Common steps and sub-activities
Sweat lodge
The Native American sweat lodges - also called purification houses, sweat houses, medicine lodges and medicine houses - are buildings with the specific purpose of inducing spiritual experience via steam inhalation.
One of the early non-Indian uses of the technique can be found in the fifth century BC, when Scythians constructed pole and woollen cloth sweat baths.
Sweat lodges are not dissimilar to a form of ceremonial sauna. Rocks are placed in a fire or oven outside the building and then heated until glowing. The stones used are often volcanic because volcanic stones do not explode from the temperature or when water is placed on them. The red hot rocks are placed in a pit located in the centre or near a wall.
The building is usually small and windowless. The door of the building is shut and the participants sit round in almost total darkness and silence – thus ensuring a form of sensory deprivation. The heat is often fairly intense, however, the intention is to ensure the participants are not aware of being either hot or cold. They are usually naked. In modern sweat lodges where westerners are included, the participants may wear a loose form of cotton smock or overshirt without sleeves for modesty only.

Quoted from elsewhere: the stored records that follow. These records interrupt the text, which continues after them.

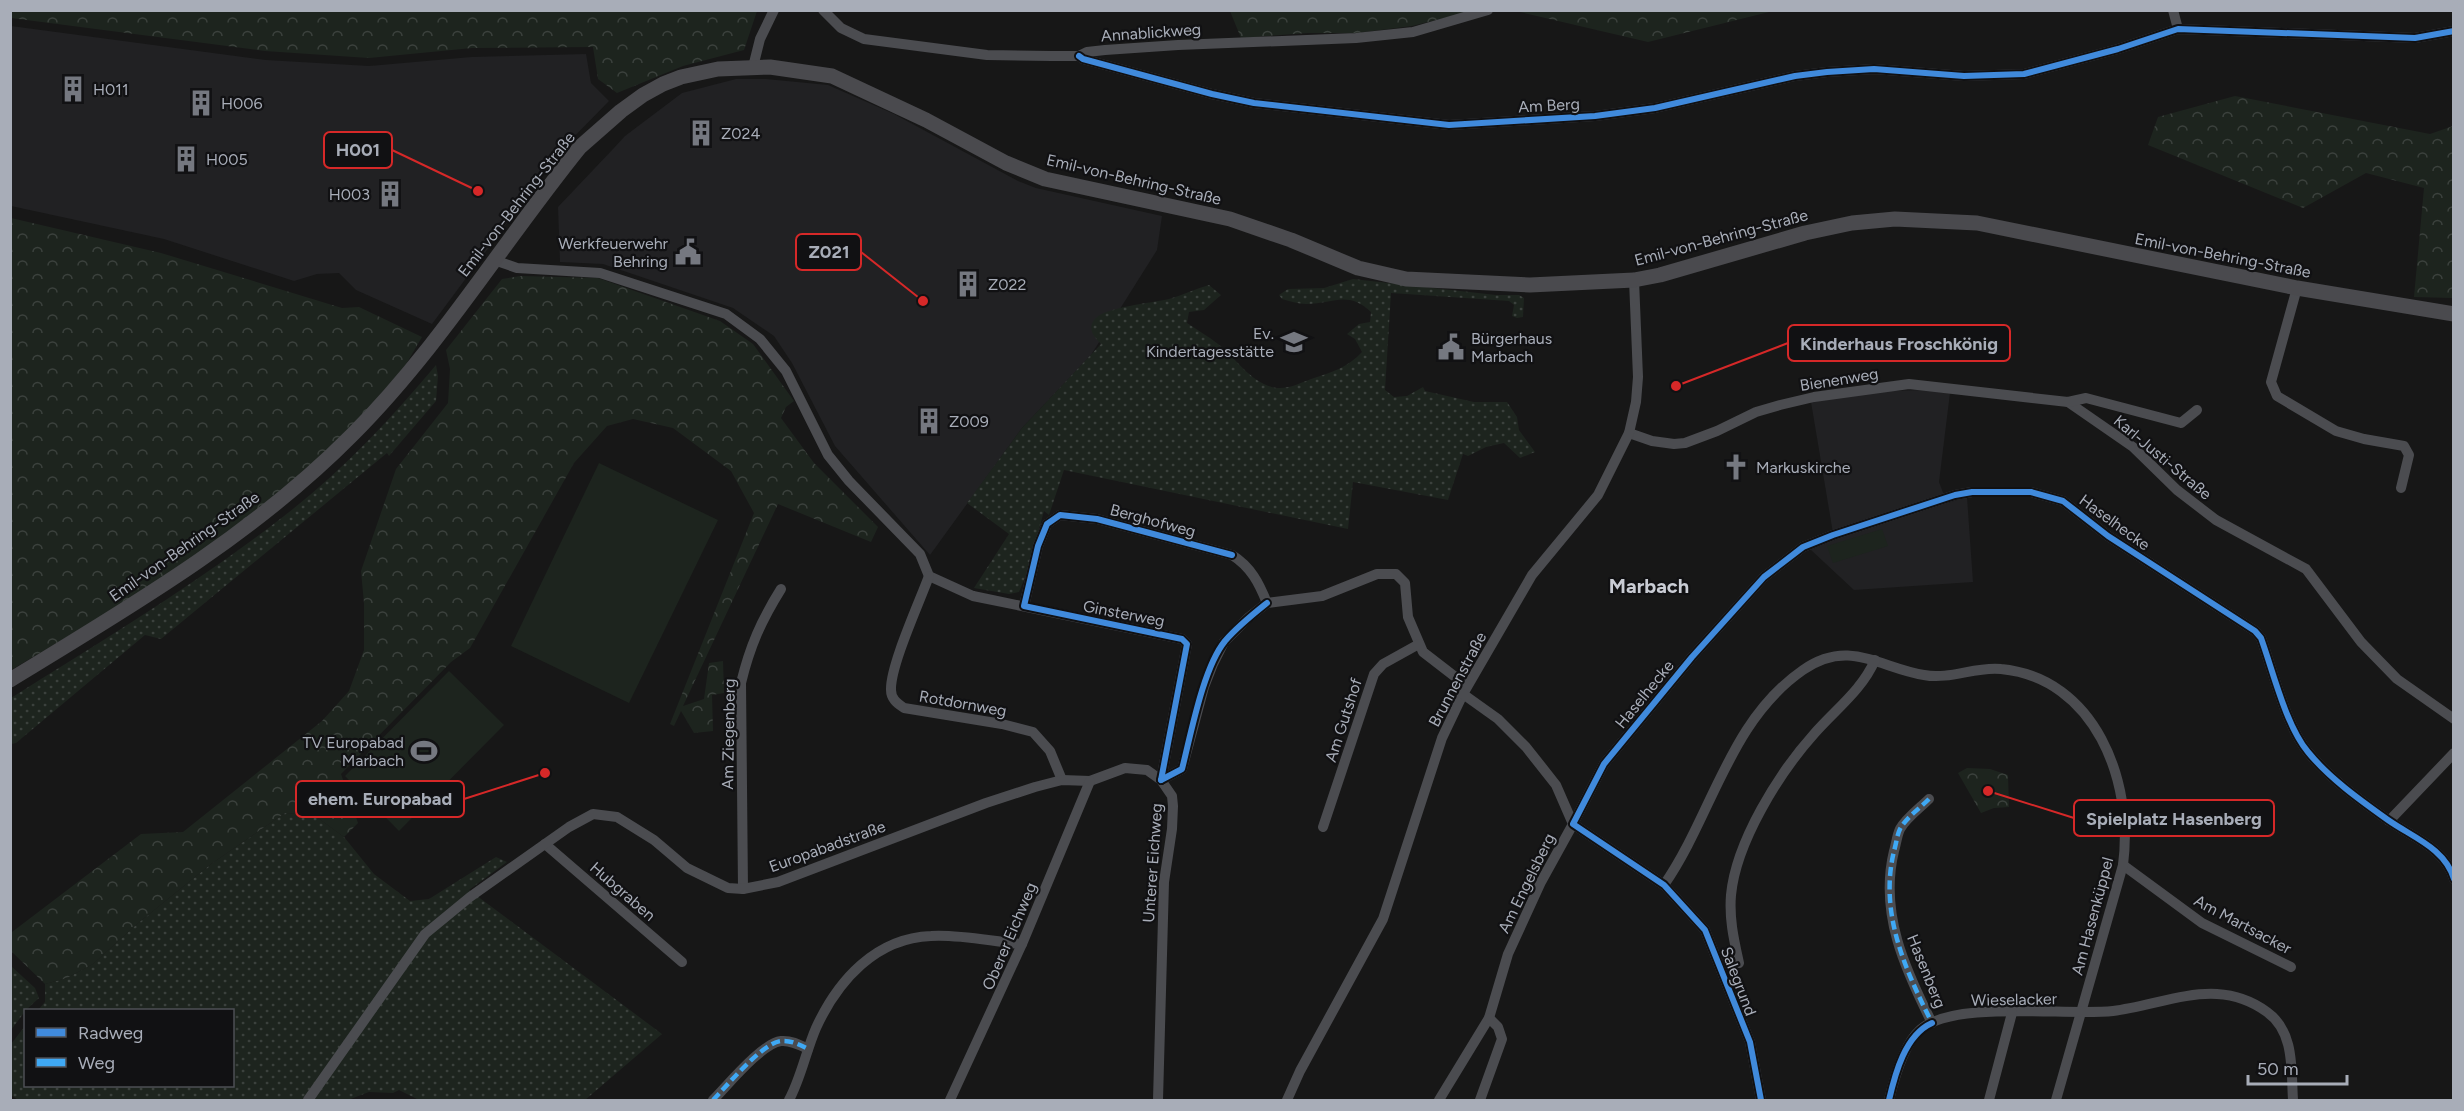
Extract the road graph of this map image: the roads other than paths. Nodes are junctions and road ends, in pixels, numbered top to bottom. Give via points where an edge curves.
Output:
1 (774, 10) edge
2 (823, 10) edge
3 (1488, 10) edge
4 (2173, 10) edge
5 (2178, 29) junction
6 (2454, 31) edge
7 (1079, 56) junction
8 (753, 67) junction
9 (494, 260) junction
10 (1634, 280) junction
11 (2296, 288) junction
12 (2454, 314) edge
13 (2068, 402) junction
14 (2197, 410) dead end
15 (1629, 433) junction
16 (2401, 488) dead end
17 (929, 576) junction
18 (781, 589) dead end
19 (1267, 603) junction
20 (1024, 606) junction
21 (1419, 644) junction
22 (1875, 660) junction
23 (10, 680) edge
24 (1465, 690) junction
25 (2454, 719) edge
26 (2454, 753) edge
27 (1062, 780) junction
28 (1161, 780) junction
29 (1090, 781) junction
30 (1929, 799) dead end
31 (2389, 821) junction
32 (1573, 824) junction
33 (1323, 827) dead end
34 (544, 844) junction
35 (2123, 865) junction
36 (2454, 879) edge
37 (1664, 885) junction
38 (743, 889) junction
39 (1022, 944) junction
40 (682, 962) dead end
41 (1739, 963) dead end
42 (2291, 967) dead end
43 (2012, 1012) junction
44 (2081, 1013) junction
45 (1490, 1018) junction
46 (1932, 1023) junction
47 (808, 1049) junction
48 (308, 1101) edge
49 (713, 1101) edge
50 (789, 1101) edge
51 (950, 1101) edge
52 (1158, 1101) edge
53 (1287, 1101) edge
54 (1439, 1101) edge
55 (1480, 1101) edge
56 (1761, 1101) edge
57 (1889, 1101) edge
58 (1989, 1101) edge
59 (2056, 1101) edge
60 (2293, 1101) edge

1 - 8 street via 759,39
2 - 7 street, Annablickweg via 841,28 864,39 987,55
3 - 7 street, Annablickweg via 1413,32 1105,50
4 - 5 street
5 - 6 street via 2415,39
5 - 7 street, Am Berg via 2025,74 1964,76 1874,69 1827,72 1619,113 1449,124 1254,103
8 - 9 main road, Emil-von-Behring-Straße via 681,77 635,100 580,147
8 - 10 main road, Emil-von-Behring-Straße via 832,76 1046,179 1230,219 1359,268 1443,282 1530,285
9 - 17 street via 517,268 600,273 726,314 760,339 786,371 828,455 920,554
9 - 23 main road, Emil-von-Behring-Straße via 407,377 352,436 278,502 234,537
10 - 11 main road, Emil-von-Behring-Straße via 1818,230 1895,219 1977,223
10 - 15 street, Brunnenstraße via 1638,377
11 - 12 main road, Emil-von-Behring-Straße
11 - 16 street via 2271,382 2273,391 2336,430 2404,446 2409,455
13 - 14 street, Bienenweg via 2086,398 2181,423
13 - 15 street, Bienenweg via 1909,384 1780,405 1685,443 1652,441
13 - 25 street, Karl-Justi-Straße via 2133,447 2177,490 2216,520 2306,569 2361,642 2397,679
15 - 24 street, Brunnenstraße via 1598,495 1532,575
17 - 20 street, Ginsterweg via 974,596
17 - 27 street, Rotdornweg via 891,682 892,697 904,708 1033,732 1050,751
18 - 38 street, Am Ziegenberg via 748,651 741,683
19 - 20 street, Berghofweg via 1259,582 1232,555 1097,519 1060,515 1047,524 1038,546
19 - 21 street, Am Engelsberg via 1322,596 1377,574 1396,574 1405,583 1408,617
19 - 28 street via 1224,642 1204,687 1182,769
20 - 28 street, Ginsterweg via 1171,636 1187,644
21 - 24 street, Am Engelsberg
21 - 33 street, Am Gutshof via 1383,664 1374,674
22 - 35 street, Am Hasenküppel via 1927,676 1999,668 2038,676 2065,693 2094,724 2117,775 2124,822
22 - 37 street, Am Hasenküppel via 1860,655 1817,662 1768,699 1751,721 1683,858
22 - 41 street, Salegrund via 1855,693 1793,760 1753,825 1731,893 1731,929
24 - 32 street, Am Engelsberg via 1526,747 1556,785
24 - 53 street, Brunnenstraße via 1443,738 1383,919
26 - 31 street
27 - 29 street, Europabadstraße
27 - 38 street, Europabadstraße via 986,803 778,882
28 - 29 street, Unterer Eichweg via 1147,770 1125,768
28 - 52 street, Unterer Eichweg via 1172,796 1173,806 1164,882
29 - 39 street, Oberer Eichweg
30 - 46 street, Hasenberg via 1900,829 1890,870 1890,906 1896,940
31 - 32 street, Haselhecke via 2319,764 2299,740 2255,631 2117,542 2063,501 2031,492 1972,492 1803,547 1764,577 1604,764
31 - 36 street, Haselhecke via 2435,851
32 - 37 street
32 - 45 street, Am Engelsberg via 1508,954
34 - 38 street, Europabadstraße via 593,814 616,817 654,840 687,868 728,888
34 - 40 street, Hubgraben
34 - 48 street, Europabadstraße via 425,934
35 - 42 street, Am Martsacker via 2202,923
35 - 44 street, Am Hasenküppel
37 - 56 street, Salegrund via 1705,930 1750,1042
39 - 47 street via 933,936 892,944 845,979
39 - 51 street, Oberer Eichweg
43 - 44 street, Wieselacker
43 - 46 street, Wieselacker via 1954,1016
43 - 58 street
44 - 59 street, Am Hasenküppel
44 - 60 street via 2204,994 2229,995 2252,1003 2278,1021 2285,1034
45 - 54 street, Am Engelsberg
45 - 55 street via 1502,1039
46 - 57 street, Wieselacker via 1919,1030 1912,1042 1894,1077
47 - 49 street via 787,1041 776,1042 763,1050
47 - 50 street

Water is then poured over the rocks and steam is then given off. Eventually the room is filled with steam and the participants in silence breathe in the steam and eventually reach an in between state between sleeping and being awake – the state at which visions can occur. Great care needs to be taken by the person administering the water to create steam that the resulting steam does not scald people.
Occasionally instead of silence drumming is used or chanting. In all properly conducted ceremonies, one or more persons will remain outside the sweat lodge to assist the participants.
The ‘kivas’ used by modern Puebloans for religious rituals, including the Hopi and most other Pueblo peoples, have a similar purpose, although they may use smoke inhalation more than steam inhalation. Kivas are square-walled or round and underground, with only one entrance and exit point in the roof.
Mexican & Central American Native Sweatlodges are called Temazcal. The sweatlodge in Mesoamerica is usually a domed permanent structure and constructed from volcanic rock and cement.